Lines from the records below that contain the word "wrist" are to be copied out.

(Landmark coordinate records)
----

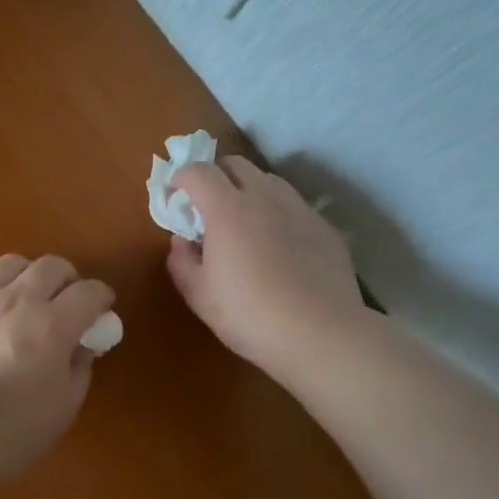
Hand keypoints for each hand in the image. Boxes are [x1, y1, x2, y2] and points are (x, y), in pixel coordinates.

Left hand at [0, 254, 115, 493]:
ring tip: (27, 297)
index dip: (101, 297)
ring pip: (11, 264)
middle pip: (51, 266)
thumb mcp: (62, 410)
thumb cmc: (9, 432)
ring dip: (28, 276)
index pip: (89, 292)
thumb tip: (82, 346)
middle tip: (67, 301)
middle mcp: (17, 300)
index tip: (102, 310)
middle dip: (68, 279)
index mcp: (51, 325)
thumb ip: (79, 369)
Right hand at [167, 156, 365, 383]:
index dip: (180, 178)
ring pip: (268, 180)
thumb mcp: (199, 295)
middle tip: (207, 206)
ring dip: (248, 189)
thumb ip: (181, 261)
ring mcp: (299, 209)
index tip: (174, 196)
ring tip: (244, 222)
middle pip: (236, 163)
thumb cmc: (249, 315)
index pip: (198, 171)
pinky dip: (277, 212)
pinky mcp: (324, 227)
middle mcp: (264, 197)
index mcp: (227, 209)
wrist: (321, 334)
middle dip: (215, 176)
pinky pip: (294, 205)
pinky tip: (278, 245)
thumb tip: (181, 241)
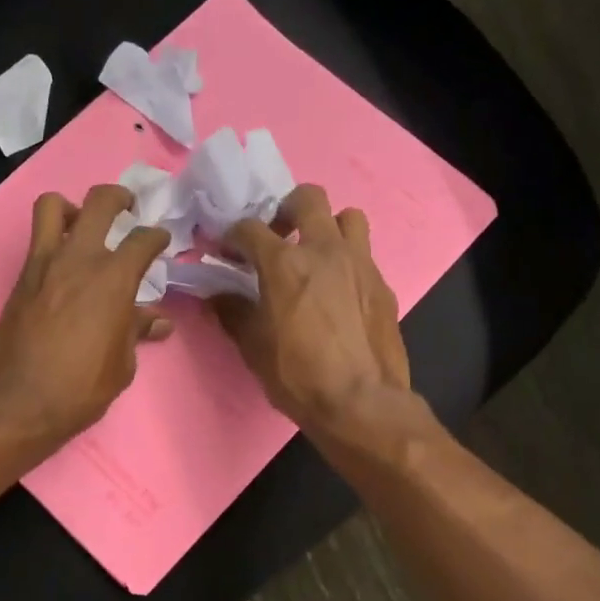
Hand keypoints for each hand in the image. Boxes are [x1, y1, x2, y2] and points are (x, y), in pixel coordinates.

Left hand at [0, 185, 172, 452]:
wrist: (17, 403)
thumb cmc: (79, 389)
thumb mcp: (121, 365)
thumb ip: (137, 331)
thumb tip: (158, 321)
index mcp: (113, 280)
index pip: (143, 240)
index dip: (157, 237)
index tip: (161, 241)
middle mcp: (79, 260)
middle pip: (100, 202)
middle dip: (119, 198)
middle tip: (127, 208)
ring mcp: (44, 264)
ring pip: (53, 206)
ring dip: (73, 207)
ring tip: (83, 224)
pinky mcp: (21, 278)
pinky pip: (37, 240)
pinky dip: (53, 238)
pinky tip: (64, 265)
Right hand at [214, 185, 411, 440]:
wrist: (361, 402)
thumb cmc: (298, 375)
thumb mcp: (253, 347)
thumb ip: (233, 312)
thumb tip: (217, 295)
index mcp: (285, 263)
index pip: (249, 228)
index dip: (232, 236)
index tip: (226, 251)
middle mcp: (324, 250)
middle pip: (308, 198)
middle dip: (286, 209)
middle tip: (278, 237)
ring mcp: (360, 263)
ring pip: (347, 217)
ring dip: (328, 228)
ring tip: (316, 256)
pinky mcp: (382, 284)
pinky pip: (364, 255)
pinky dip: (347, 262)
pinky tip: (338, 292)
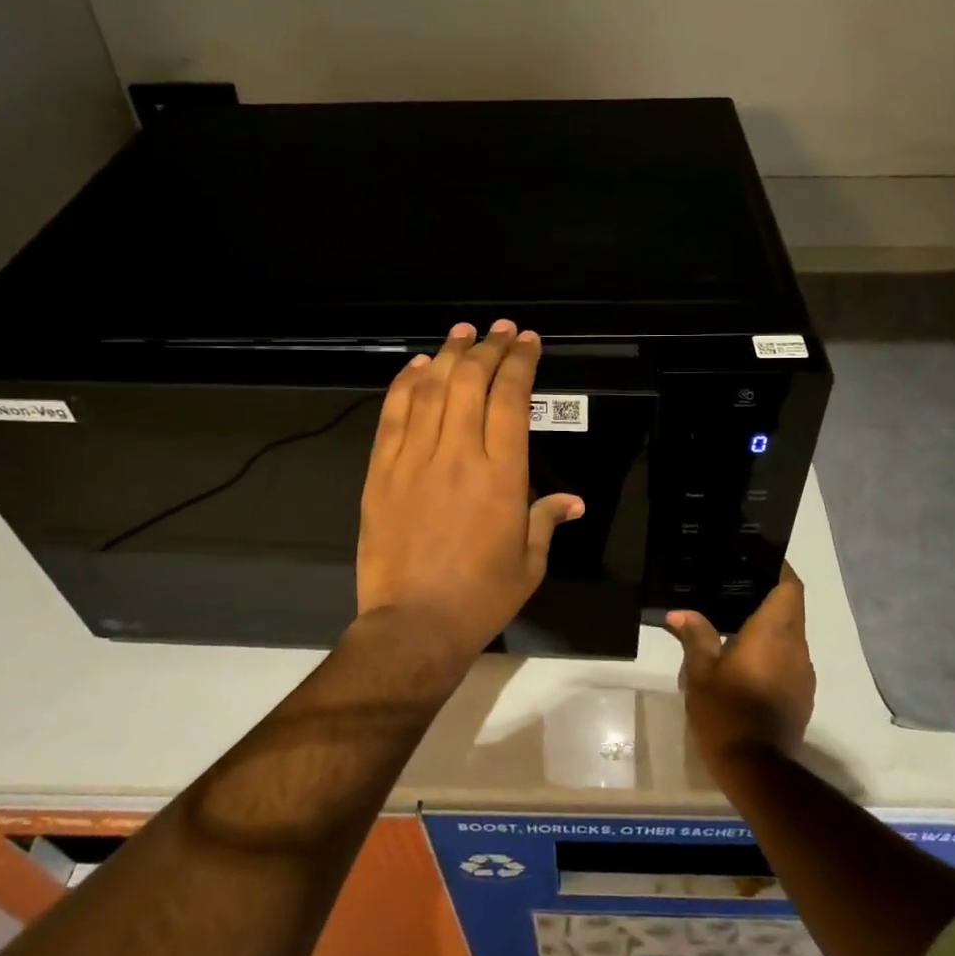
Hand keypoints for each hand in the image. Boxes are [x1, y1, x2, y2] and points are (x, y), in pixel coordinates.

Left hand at [357, 320, 584, 659]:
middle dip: (488, 348)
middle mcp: (459, 455)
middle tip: (500, 330)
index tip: (528, 342)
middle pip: (471, 382)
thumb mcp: (529, 562)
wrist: (413, 625)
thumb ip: (547, 520)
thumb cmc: (481, 597)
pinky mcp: (381, 471)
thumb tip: (573, 500)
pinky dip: (405, 384)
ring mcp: (414, 460)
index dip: (520, 363)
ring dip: (448, 354)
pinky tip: (417, 365)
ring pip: (432, 389)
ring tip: (462, 332)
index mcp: (502, 475)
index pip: (511, 399)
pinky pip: (393, 415)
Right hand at [665, 564, 814, 772]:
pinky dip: (774, 652)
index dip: (780, 569)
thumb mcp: (700, 672)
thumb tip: (680, 614)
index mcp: (773, 633)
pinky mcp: (802, 696)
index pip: (790, 587)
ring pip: (792, 636)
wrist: (757, 769)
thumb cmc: (726, 712)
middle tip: (736, 589)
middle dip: (770, 596)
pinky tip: (748, 660)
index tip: (759, 560)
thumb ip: (695, 636)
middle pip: (792, 609)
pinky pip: (791, 660)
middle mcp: (796, 648)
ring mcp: (803, 674)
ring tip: (738, 623)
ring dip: (772, 627)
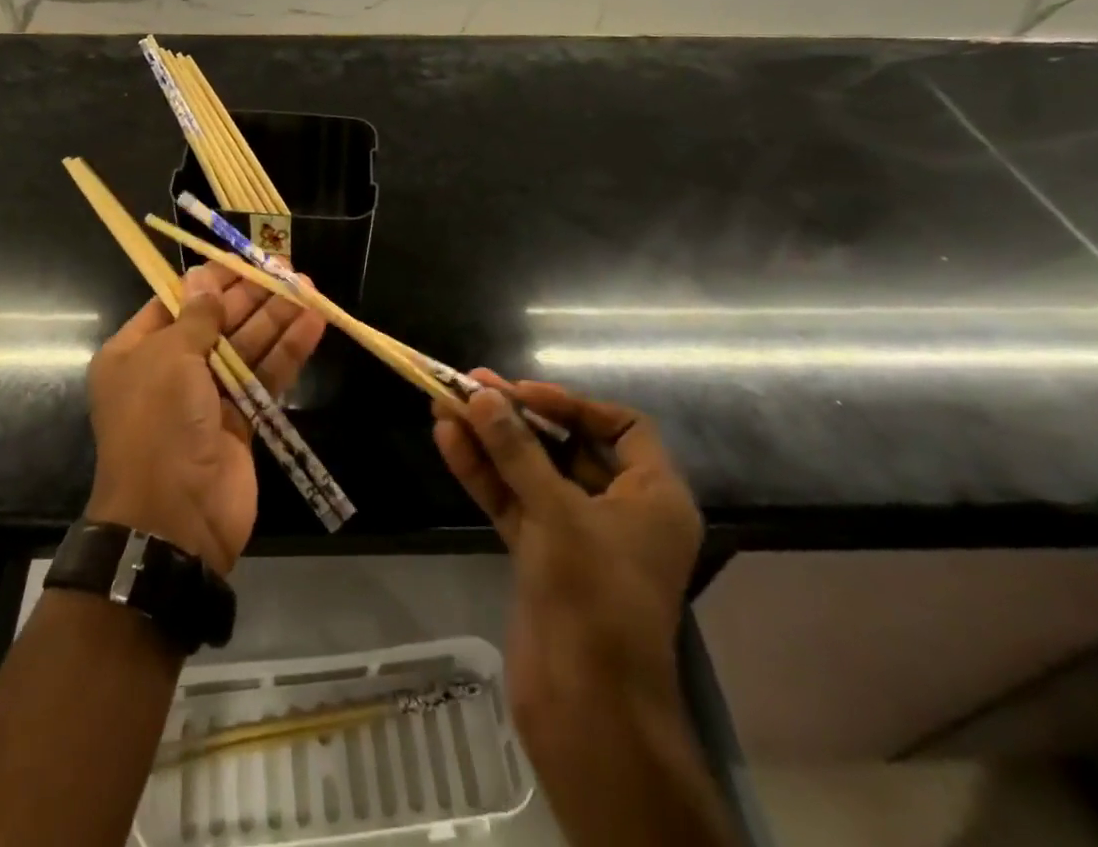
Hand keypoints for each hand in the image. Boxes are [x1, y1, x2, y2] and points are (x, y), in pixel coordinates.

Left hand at [86, 265, 325, 576]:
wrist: (174, 518)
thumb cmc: (159, 423)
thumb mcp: (169, 358)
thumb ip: (197, 317)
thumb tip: (204, 277)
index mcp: (135, 353)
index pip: (175, 304)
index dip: (210, 281)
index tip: (243, 259)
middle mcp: (168, 372)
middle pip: (215, 323)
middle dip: (250, 296)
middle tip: (286, 268)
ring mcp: (205, 398)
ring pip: (245, 348)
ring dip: (276, 318)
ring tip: (308, 287)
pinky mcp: (240, 422)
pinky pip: (264, 378)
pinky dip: (287, 351)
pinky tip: (313, 323)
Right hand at [434, 374, 731, 846]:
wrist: (588, 711)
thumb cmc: (595, 598)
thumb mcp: (557, 512)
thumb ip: (516, 450)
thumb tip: (481, 395)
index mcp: (653, 497)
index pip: (622, 427)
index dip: (573, 404)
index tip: (523, 392)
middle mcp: (619, 510)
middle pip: (567, 446)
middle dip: (518, 417)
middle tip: (472, 385)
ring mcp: (577, 535)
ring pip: (531, 473)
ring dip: (490, 441)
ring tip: (445, 402)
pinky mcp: (542, 557)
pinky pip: (513, 502)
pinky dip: (483, 474)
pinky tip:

----

▸ **Task solution**
wrist: (321, 334)
wrist: (17, 403)
wrist: (361, 402)
wrist: (413, 625)
wrist: (757, 769)
wrist: (174, 518)
wrist: (588, 711)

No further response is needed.